Rotating the sensor by 90° gives some sort of opposite, yes.
 
Thank you for your reply. Looking into the matter further, I find that in many cases, photons are much easier to work with than electrons. The first experimental verification that Bell's Theorem is violated was done on photons, not electrons. Quoting Wikipedia,

When the polarization of both photons is measured in the same direction, both give the same outcome: perfect correlation. When measured at directions making an angle 45 degrees with one another, the outcomes are completely random (uncorrelated). Measuring at directions at 90 degrees to one another, the two are perfectly anti-correlated. In general, when the polarizers are at an angle θ to one another, the correlation is cos(2θ). So relative to the correlation function for the singlet state of spin half particles, we have a positive rather than a negative cosine function, and angles are halved: the correlation is periodic with period π instead of 2π.

I know that classically, light can be polarized along planes, but I thought that individual photons had to be circularly polarized, either clockwise or counterclockwise when viewed in their direction of propagation. The up versus down would then refer to their angular momentum vector. Is this correct?

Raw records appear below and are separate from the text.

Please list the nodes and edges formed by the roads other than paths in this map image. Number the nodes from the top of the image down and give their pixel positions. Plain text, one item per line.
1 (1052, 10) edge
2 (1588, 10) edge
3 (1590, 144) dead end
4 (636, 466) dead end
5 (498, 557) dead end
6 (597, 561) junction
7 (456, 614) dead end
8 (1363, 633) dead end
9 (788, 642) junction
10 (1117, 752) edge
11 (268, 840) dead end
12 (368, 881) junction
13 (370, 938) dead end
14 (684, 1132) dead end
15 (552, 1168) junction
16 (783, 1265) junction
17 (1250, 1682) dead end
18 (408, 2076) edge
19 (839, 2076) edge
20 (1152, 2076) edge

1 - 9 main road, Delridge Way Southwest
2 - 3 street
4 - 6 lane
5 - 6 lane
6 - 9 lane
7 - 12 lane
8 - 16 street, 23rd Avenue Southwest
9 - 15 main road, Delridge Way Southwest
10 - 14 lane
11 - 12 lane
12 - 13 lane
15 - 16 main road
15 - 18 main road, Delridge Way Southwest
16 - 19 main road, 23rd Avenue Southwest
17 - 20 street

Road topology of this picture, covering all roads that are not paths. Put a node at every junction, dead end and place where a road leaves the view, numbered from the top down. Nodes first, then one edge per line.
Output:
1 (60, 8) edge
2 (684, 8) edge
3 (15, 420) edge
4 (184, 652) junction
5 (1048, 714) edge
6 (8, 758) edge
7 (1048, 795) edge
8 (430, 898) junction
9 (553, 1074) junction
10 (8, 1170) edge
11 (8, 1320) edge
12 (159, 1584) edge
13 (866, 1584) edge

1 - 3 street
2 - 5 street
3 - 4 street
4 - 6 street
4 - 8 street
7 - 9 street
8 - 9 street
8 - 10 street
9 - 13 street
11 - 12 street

And I imagine that the difference between the correlation factors: cos(θ) for electrons, cos(2θ) for photons must be directly related to the fact that the former are fermions and the latter are bosons.
 
cygnet1 said:
but I thought that individual photons had to be circularly polarized,

For how circular polarisation fits into the QM picture check out:
http://www.if.ufrj.br/~carlos/fismod/seminarios/polarizacaoFoton/LeBellac_QuantumPhysics_3_1.pdf'
'This result suggests that the Hermitian operator with eigenvectors R and L is associated with the physical property called “circular polarization.” We shall see in Chapter 10 that Jz is the operator representing the physical property called “z component of the photon angular momentum (or spin).”

Tricky hey - if its circularly polarised its intuitively spinning in the z direction - which is the z component of photon spin - or maybe not that tricky really o0)o0)o0)o0)o0)o0).

Thanks
Bill
 
Last edited:
cygnet1 said:
but I thought that individual photons had to be circularly polarized
You can have quantum-mechanical superpositions of the two polarizations, which (can) look like linear polarizations.
 
Photons are massless, and that makes them different from massive quanta. The only way to really understand these issues properly is to go through Wigner's famous analysis on the unitary representations of the proper orthochronous Lorentz group.

It turns out that massless spin-1 bosons within a local microcausal quantum field theory have to be described by quantized U(1) gauge fields in order to have only a discrete number of spin-like field-degrees of freedom. What comes out of this analysis are precisely photons as can be described also by canonical quantization of the classical Maxwell field in the radiation gauge (I'm talking about free photons here, of course).

The result is that one way to build the Fock space is to use the momentum single-photon basis. Instead of 3 spin components as in the analogous case of a massive spin-1 boson you find that there are only 2 polarization degrees of freedom. The natural physical choice are those with definite helicity, where helicity is the projection of the total (!) angular momentum of the photon to the direction of its momentum.

Now you can build single-mode coherent states with definite helicity, and these turn out to describe what's called left or right (helcity -1 or +1 respectively) electromagnetic waves in classical electrodynamics/optics.

As in classical electrodynamics you can build any other possible photon states by superposition of the Fock states (or in a generalized way also from coherent states). Particularly you can construct any elliptically polarized or also linearly polarized single-photon states. In the latter case two orthogonal states are linear polarizations in two perpendicular directions. Again it's all completely analogous to the classical em.-field case.